» ENTRIES PROVIDED

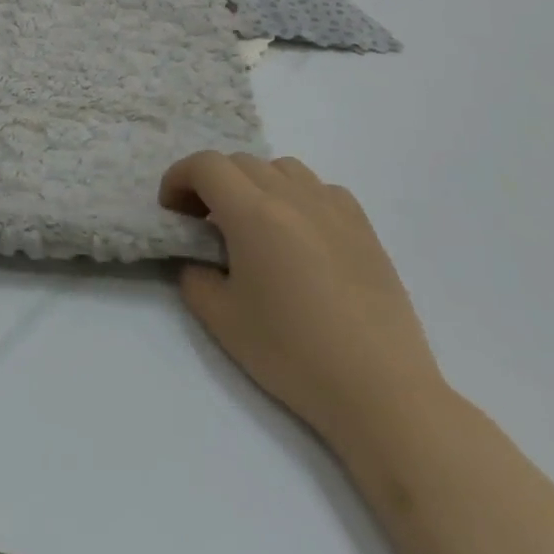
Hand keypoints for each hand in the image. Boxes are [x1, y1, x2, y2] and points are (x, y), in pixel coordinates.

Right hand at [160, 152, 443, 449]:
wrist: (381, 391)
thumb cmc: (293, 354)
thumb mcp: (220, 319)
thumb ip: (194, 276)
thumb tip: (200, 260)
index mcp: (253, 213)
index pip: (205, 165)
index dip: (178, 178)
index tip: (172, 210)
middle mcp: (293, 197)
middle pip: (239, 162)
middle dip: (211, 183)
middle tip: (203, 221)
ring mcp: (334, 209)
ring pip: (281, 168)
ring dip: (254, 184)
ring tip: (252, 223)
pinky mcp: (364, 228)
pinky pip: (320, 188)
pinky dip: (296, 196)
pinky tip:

» ABOUT THIS EXERCISE
Since the copy must contain no pictures, return only the text of the records, exactly as it stands.

» WRITTEN ANSWER
Hand keypoints for each hand in the image. Boxes are [x1, y1, x2, y2] and points are (x, y), in pixel coordinates.

Right hand at [160, 152, 443, 449]:
wrist: (381, 391)
thumb cmc: (293, 354)
thumb mcp: (220, 319)
thumb ip: (194, 276)
thumb tip: (200, 260)
index mcp: (253, 213)
index pip: (205, 165)
index dip: (178, 178)
index tip: (172, 210)
middle mcp: (293, 197)
middle pip: (239, 162)
middle dip: (211, 183)
middle tip: (203, 221)
ring mcp: (334, 209)
ring pip: (281, 168)
ring dip: (254, 184)
ring tip: (252, 223)
pinky mcp: (364, 228)
pinky pip: (320, 188)
pinky dip: (296, 196)
pinky tip:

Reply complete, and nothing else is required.